__Exercise brief__
Going through the data below, please show each line containing the string "Park".

__Working data__
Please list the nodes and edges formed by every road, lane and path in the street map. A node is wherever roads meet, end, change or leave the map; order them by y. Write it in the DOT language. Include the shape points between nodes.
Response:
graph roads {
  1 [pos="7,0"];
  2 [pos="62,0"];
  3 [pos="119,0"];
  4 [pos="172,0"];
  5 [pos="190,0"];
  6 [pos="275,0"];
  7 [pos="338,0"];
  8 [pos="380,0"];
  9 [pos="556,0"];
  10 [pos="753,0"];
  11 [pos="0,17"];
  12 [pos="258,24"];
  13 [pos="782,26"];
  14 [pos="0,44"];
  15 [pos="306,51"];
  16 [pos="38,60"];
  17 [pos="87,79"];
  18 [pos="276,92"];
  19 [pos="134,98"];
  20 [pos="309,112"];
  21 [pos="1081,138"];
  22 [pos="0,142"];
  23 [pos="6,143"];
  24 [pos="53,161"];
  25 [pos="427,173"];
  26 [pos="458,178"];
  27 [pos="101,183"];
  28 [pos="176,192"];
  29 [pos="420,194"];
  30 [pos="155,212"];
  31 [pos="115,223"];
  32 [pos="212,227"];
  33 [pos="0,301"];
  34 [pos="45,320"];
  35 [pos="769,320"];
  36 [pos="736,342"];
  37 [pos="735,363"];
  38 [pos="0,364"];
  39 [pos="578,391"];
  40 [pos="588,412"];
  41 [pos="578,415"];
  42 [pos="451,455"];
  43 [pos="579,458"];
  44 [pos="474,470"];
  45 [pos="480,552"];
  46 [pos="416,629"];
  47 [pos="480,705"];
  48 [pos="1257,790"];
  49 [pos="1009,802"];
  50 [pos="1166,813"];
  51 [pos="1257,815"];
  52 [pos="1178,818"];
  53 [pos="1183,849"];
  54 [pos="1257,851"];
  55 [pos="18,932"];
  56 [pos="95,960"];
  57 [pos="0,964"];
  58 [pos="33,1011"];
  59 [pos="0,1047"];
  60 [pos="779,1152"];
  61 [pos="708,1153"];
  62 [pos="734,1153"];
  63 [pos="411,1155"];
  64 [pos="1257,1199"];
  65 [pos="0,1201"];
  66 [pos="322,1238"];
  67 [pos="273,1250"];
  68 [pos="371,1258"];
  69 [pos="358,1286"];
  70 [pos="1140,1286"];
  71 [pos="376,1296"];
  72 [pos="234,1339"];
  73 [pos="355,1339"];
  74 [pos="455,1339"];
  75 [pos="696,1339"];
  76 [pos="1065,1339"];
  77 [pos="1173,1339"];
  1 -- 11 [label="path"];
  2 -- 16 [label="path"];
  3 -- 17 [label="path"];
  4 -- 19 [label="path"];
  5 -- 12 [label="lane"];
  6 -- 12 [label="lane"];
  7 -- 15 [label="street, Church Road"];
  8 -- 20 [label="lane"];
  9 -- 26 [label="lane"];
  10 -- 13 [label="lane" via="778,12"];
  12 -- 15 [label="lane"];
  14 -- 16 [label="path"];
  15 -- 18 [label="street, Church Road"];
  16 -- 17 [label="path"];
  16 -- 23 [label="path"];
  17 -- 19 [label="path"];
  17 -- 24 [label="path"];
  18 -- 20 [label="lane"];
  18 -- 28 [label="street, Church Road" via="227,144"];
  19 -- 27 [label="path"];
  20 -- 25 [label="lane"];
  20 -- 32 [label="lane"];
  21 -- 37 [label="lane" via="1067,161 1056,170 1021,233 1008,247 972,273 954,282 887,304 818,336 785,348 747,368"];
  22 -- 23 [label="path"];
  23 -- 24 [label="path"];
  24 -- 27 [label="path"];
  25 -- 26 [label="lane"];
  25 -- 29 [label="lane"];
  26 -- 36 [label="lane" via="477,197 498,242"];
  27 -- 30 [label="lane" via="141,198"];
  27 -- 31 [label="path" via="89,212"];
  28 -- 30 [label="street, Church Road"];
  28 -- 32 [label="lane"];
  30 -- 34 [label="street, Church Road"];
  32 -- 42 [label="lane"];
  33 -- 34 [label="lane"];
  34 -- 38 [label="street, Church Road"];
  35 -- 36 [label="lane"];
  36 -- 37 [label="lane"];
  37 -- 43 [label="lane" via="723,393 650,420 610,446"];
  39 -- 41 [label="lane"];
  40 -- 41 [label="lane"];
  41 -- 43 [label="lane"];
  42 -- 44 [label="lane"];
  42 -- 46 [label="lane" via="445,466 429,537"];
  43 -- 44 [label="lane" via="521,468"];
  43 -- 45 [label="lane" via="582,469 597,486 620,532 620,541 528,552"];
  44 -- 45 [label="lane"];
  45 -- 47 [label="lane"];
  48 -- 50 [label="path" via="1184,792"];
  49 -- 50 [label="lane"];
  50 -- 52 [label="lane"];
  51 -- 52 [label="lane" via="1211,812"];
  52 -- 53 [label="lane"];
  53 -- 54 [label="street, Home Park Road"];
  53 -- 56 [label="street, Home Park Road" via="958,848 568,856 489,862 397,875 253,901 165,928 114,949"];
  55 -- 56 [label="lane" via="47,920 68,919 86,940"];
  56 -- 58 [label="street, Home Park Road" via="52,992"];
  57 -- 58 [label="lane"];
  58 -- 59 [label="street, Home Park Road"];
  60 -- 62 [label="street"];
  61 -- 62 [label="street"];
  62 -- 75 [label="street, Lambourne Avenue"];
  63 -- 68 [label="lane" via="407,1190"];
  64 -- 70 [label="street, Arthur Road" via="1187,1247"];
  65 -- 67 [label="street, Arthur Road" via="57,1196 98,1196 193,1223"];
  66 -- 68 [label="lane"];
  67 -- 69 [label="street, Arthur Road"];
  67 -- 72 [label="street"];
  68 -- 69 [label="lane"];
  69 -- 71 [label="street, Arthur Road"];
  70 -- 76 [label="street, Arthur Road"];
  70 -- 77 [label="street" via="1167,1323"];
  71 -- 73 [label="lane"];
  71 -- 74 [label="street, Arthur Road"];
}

__Problem solution__
  53 -- 54 [label="street, Home Park Road"];
  53 -- 56 [label="street, Home Park Road" via="958,848 568,856 489,862 397,875 253,901 165,928 114,949"];
  56 -- 58 [label="street, Home Park Road" via="52,992"];
  58 -- 59 [label="street, Home Park Road"];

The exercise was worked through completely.